Même si de telles valorisations pourraient être justifiées par une forte croissance des bénéfices, les performances réelles du BPA ont été décevantes. L’exercice 25 a commencé avec des attentes d’une croissance du BPA de 15 %, mais s’est terminé à 3,4 %, et les projections pour l’année en cours ont été révisées à la baisse à environ 7 %, ce qui implique au mieux des rendements modestes. Dans ce contexte, Venkatesh estime que des positive factors significatifs sont peu probables de la half des indices plus larges, même si les actions individuelles peuvent encore offrir des opportunités.
“Les bénéfices ont donc été révisés à la hausse. De même, au troisième trimestre encore, sur une base trimestrielle, la croissance du BPA sera peut-être un peu moins en baisse et au quatrième trimestre, vous constaterez une amélioration, mais ceux-ci sont déjà pris en compte dans les chiffres. Je veux dire, ce n’est pas comme si les chiffres de l’indice dans son ensemble étaient révisés à la hausse et n’oubliez pas que les banques représentent près de 30% de l’indice”, a-t-il déclaré.

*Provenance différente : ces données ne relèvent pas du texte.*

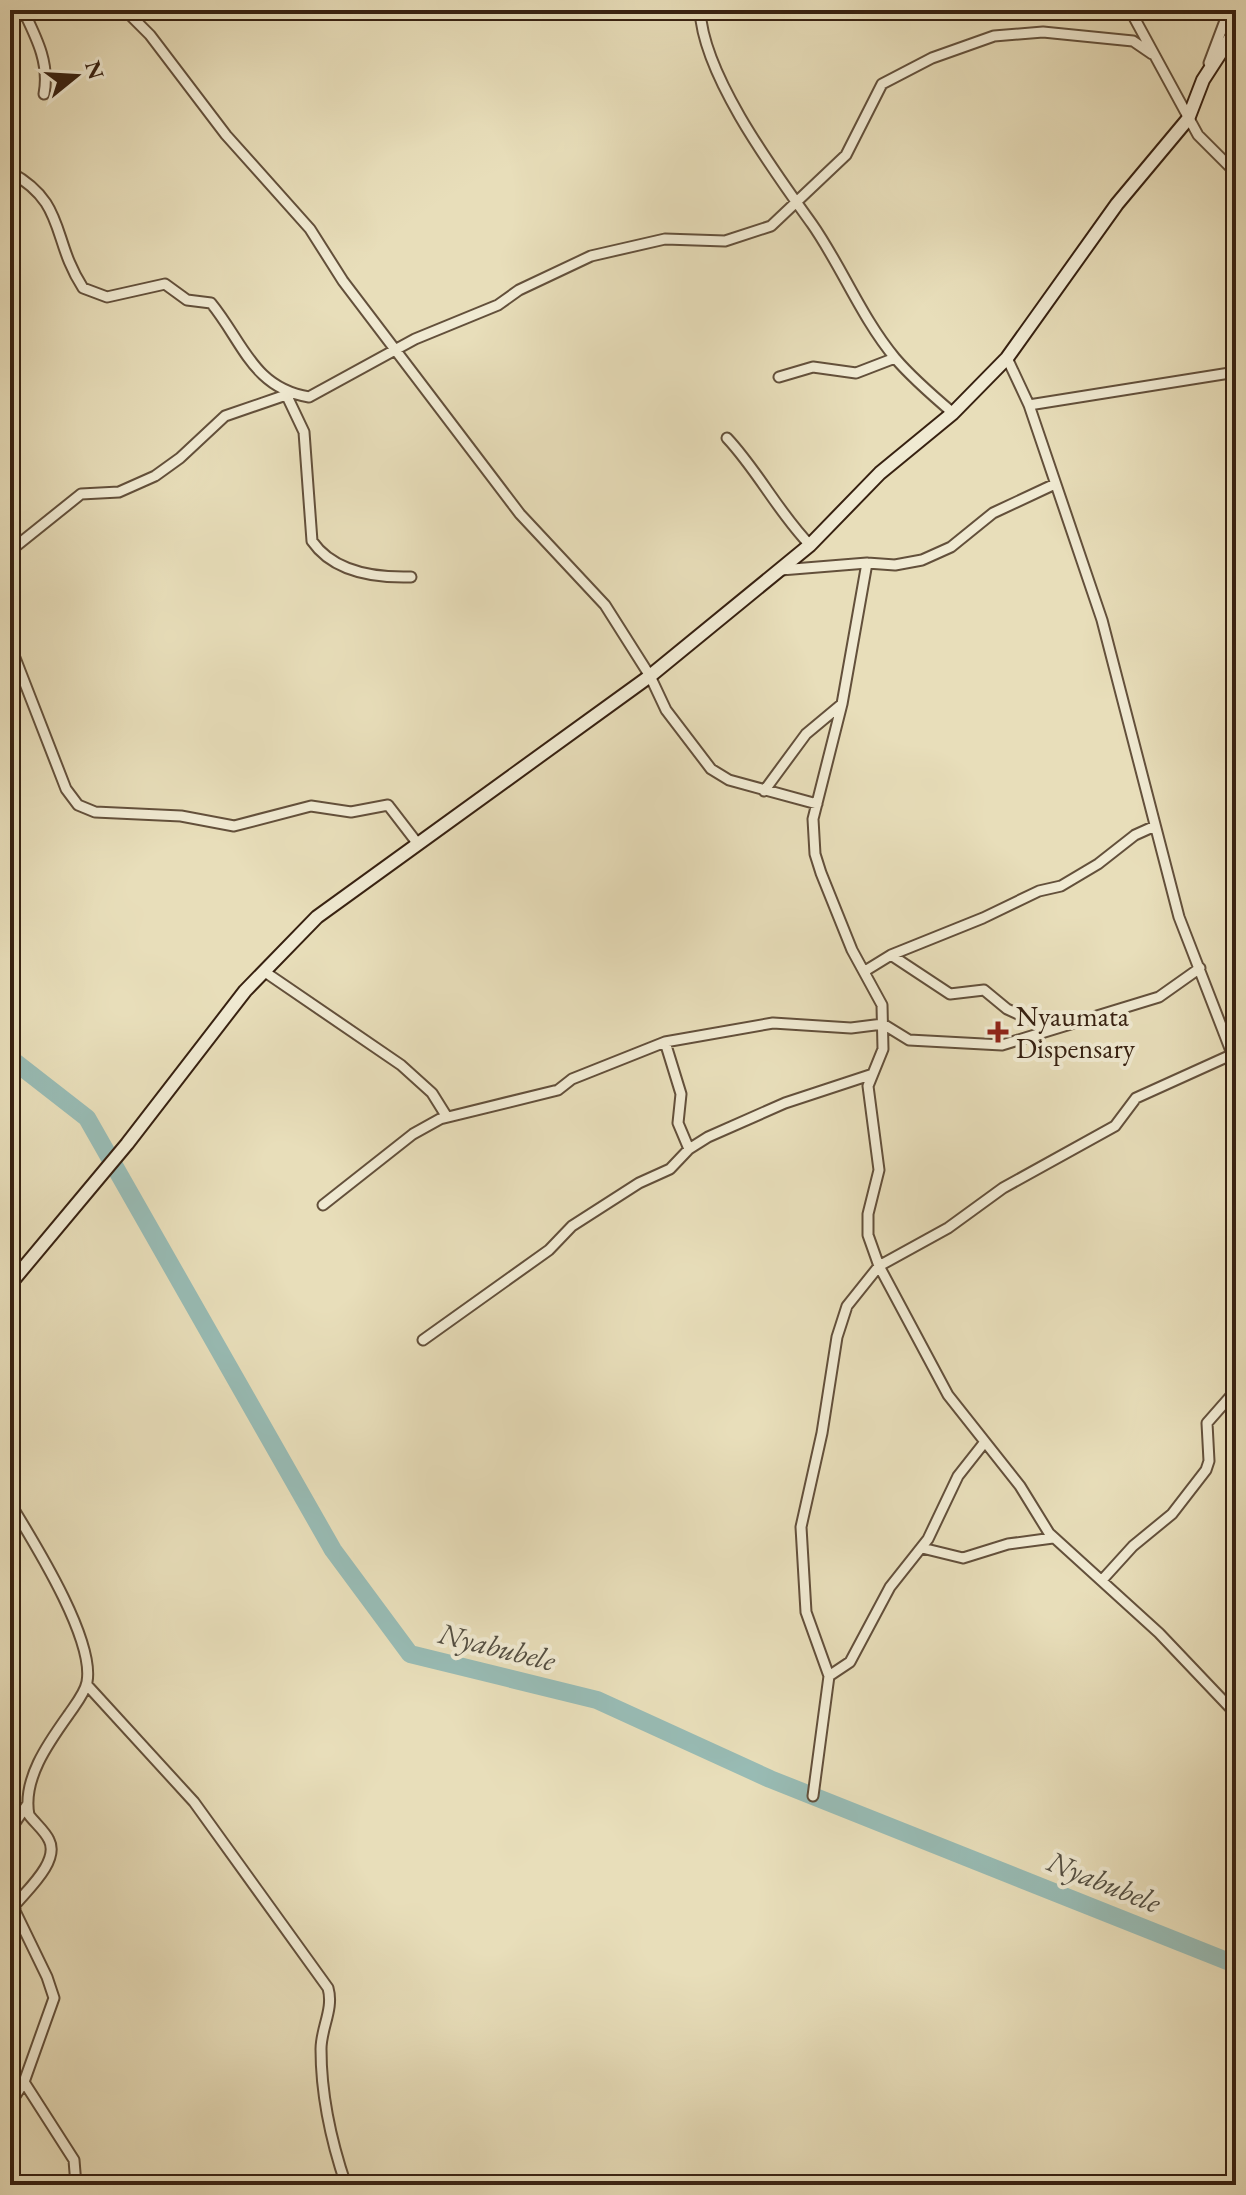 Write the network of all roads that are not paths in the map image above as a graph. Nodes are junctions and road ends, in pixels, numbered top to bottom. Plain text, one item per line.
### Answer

La réévaluation des bénéfices semble modérée, d’autant plus que les banques représentent environ 30 % de l’indice. Même si les bénéfices des banques ont légèrement dépassé les attentes, la trajectoire plus giant du BPA reste steady, ce qui rend unbelievable une croissance à deux chiffres du BPA cette année. Les secteurs surévalués comprennent les produits pharmaceutiques et les NBFC, tandis que Venkatesh reste sous-pondéré sur les infrastructures, la défense et certains secteurs industriels. Les métaux, quant à eux, sont neutres.

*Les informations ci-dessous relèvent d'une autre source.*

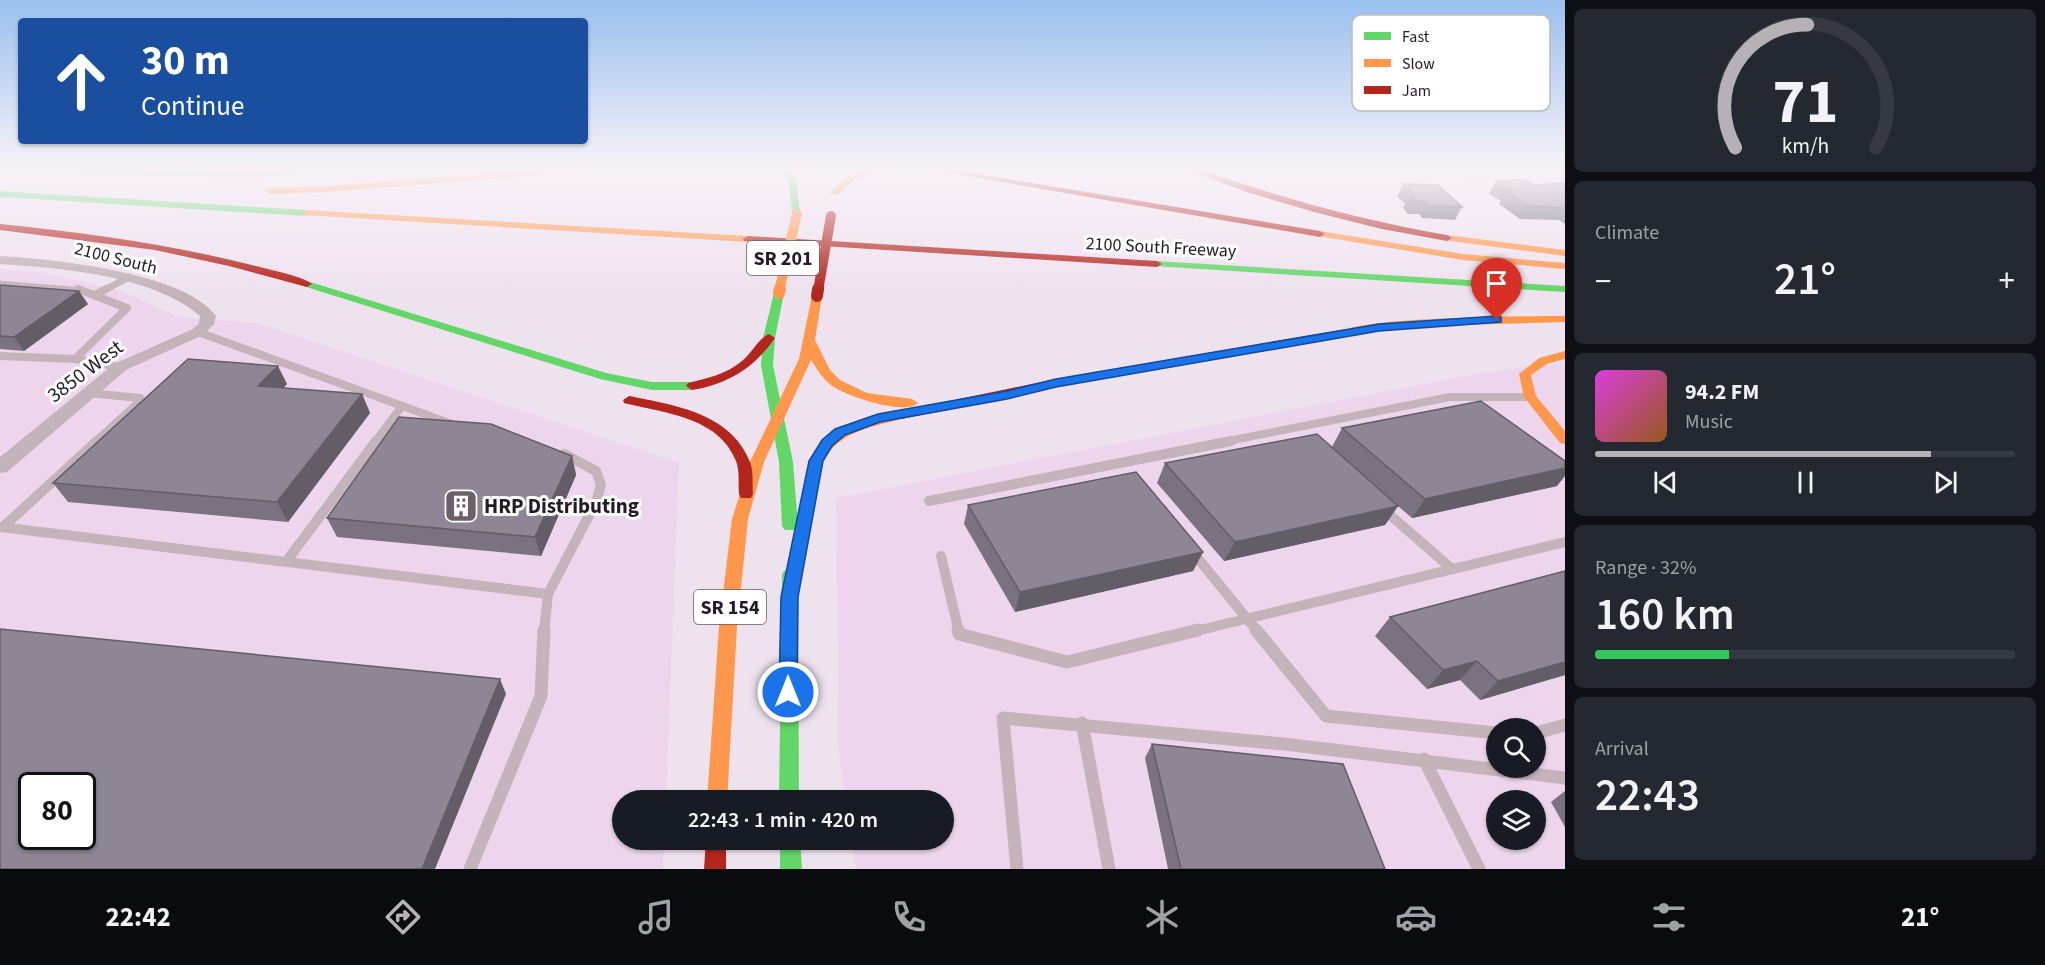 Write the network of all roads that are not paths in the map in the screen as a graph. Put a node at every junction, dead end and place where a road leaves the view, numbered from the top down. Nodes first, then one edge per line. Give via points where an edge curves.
1 (283, 210) edge
2 (796, 210) edge
3 (798, 210) edge
4 (832, 210) edge
5 (1175, 210) edge
6 (1313, 210) edge
7 (0, 214) edge
8 (797, 214) junction
9 (24, 215) dead end
10 (0, 228) edge
11 (1565, 253) edge
12 (772, 258) dead end
13 (0, 260) edge
14 (832, 261) dead end
15 (1565, 266) edge
16 (129, 277) junction
17 (0, 284) edge
18 (1565, 289) edge
19 (95, 295) junction
20 (1565, 319) edge
21 (202, 328) junction
22 (443, 329) junction
23 (769, 338) junction
24 (810, 342) junction
25 (1565, 355) edge
26 (0, 356) edge
27 (75, 359) junction
28 (120, 367) junction
29 (565, 379) dead end
30 (1056, 383) junction
31 (88, 393) junction
32 (614, 396) dead end
33 (1530, 397) junction
34 (402, 406) junction
35 (777, 419) junction
36 (462, 428) edge
37 (1291, 428) junction
38 (1300, 436) edge
39 (1565, 440) edge
40 (556, 450) edge
41 (1118, 463) junction
42 (0, 467) edge
43 (1126, 472) edge
44 (746, 495) junction
45 (1372, 499) edge
46 (929, 501) dead end
47 (1, 527) edge
48 (1565, 542) edge
49 (1187, 546) edge
50 (941, 556) dead end
51 (286, 562) junction
52 (1452, 569) junction
53 (548, 594) junction
54 (790, 597) junction
55 (1248, 619) junction
56 (1082, 723) junction
57 (1565, 725) edge
58 (1546, 731) edge
59 (1486, 732) edge
60 (1424, 759) junction
61 (1565, 778) edge
62 (718, 790) edge
63 (789, 790) edge
64 (716, 850) edge
65 (790, 850) edge
66 (470, 869) edge
67 (715, 869) edge
68 (791, 869) edge
69 (1017, 869) edge
70 (1109, 869) edge
71 (1479, 869) edge

1 - 18 main road, 2100 South Freeway / SR 201
2 - 8 main road
3 - 8 main road, SR 154
4 - 24 main road, SR 154, bridge
5 - 15 main road via 1440,254
6 - 11 main road via 1467,242
7 - 9 main road
8 - 23 main road, SR 154, bridge
10 - 22 main road via 122,241 217,259
12 - 14 main road, SR 201
13 - 16 street, 2100 South via 66,265
16 - 19 lane
16 - 21 street, 2100 South via 204,310 208,316
17 - 19 lane
19 - 27 lane via 127,308
20 - 30 main road via 1379,327
21 - 28 street, 3850 West
21 - 34 lane
22 - 23 main road via 630,382 670,387 708,382 739,371 757,357
22 - 29 main road
23 - 35 main road, SR 154 via 769,380
24 - 30 main road via 817,363 833,381 863,396 888,402 921,403
24 - 35 main road, SR 154 via 800,373
25 - 33 main road via 1534,364 1526,374
26 - 27 lane
27 - 28 lane
28 - 31 street, 3850 West
30 - 54 main road via 878,418 833,437 816,461
31 - 42 street, 3850 West
31 - 47 lane via 140,398
32 - 44 main road via 687,415 719,431 742,458
33 - 37 lane via 1450,397
33 - 39 main road
34 - 36 lane
34 - 51 lane
35 - 44 main road, SR 154
35 - 54 main road, SR 154 via 789,486
37 - 38 lane
37 - 41 lane
40 - 53 lane via 596,471 601,485
41 - 43 lane
41 - 46 lane
44 - 62 main road, SR 154 via 733,574
45 - 52 lane
47 - 51 lane
48 - 52 lane
49 - 55 lane
50 - 55 lane via 959,634 1067,662
51 - 53 lane
52 - 55 lane
53 - 66 lane via 541,696
54 - 63 main road, SR 154
55 - 59 lane via 1326,716
56 - 60 lane
56 - 69 lane via 1003,718
56 - 70 lane
57 - 58 lane
60 - 61 lane
60 - 71 lane
64 - 67 main road
65 - 68 main road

Dans le domaine de l’énergie, les récentes sanctions américaines contre les sociétés pétrolières russes ont provoqué une hausse des prix du brut, ce qui a eu un influence négatif sur les raffineurs comme Reliance, mais a profité aux producteurs en amont comme Oil India et ONGC, avec une préférence pour Oil India dans un scénario de hausse des prix du pétrole.
Concernant l’informatique, Venkatesh a averti que la croissance de l’informatique à grande capitalisation restera limitée (~ 5 %) en raison de facteurs tels que la déflation induite par l’IA. Les sociétés informatiques de moyenne capitalisation telles que Coforge pourraient connaître une croissance plus forte (15 à 20 %), mais les positive factors des grandes capitalisations sont déjà intégrés dans les cours, ce qui justifie une place neutre. Il privilégie les jeux de consommation intérieure, en particulier l’vehicle et l’hôtellerie. Dans l’vehicle, Maruti Suzuki et Mahindra & Mahindra sont les premiers choix pour les véhicules à quatre roues, tandis que Hero MotoCorp et TVS Motor sont en tête dans le secteur des deux-roues, portés par la forte demande et l’adoption des véhicules électriques. Pour l’hôtellerie, Leela et Ventive sont préférés en raison de la forte demande et du sous-investissement dans l’offre hôtelière. « La consommation est forte et il y a eu un sous-investissement flagrant en ce qui concerne les infrastructures hôtelières en Inde. Ainsi, alors que la demande augmente de 8 %, l’offre ne croît que de 5 %.
Concernant les introductions en bourse, Venkatesh a observé que l’exubérance du marché et les réévaluations rapides indiquent des valorisations élevées, soutenues par les afflux de fonds communs de placement malgré les ventes de FII. Enfin, sur les valeurs financières, il a modéré sa place négative antérieure mais reste prudent, attendant les résultats complets avant d’éventuellement ajuster les allocations sectorielles.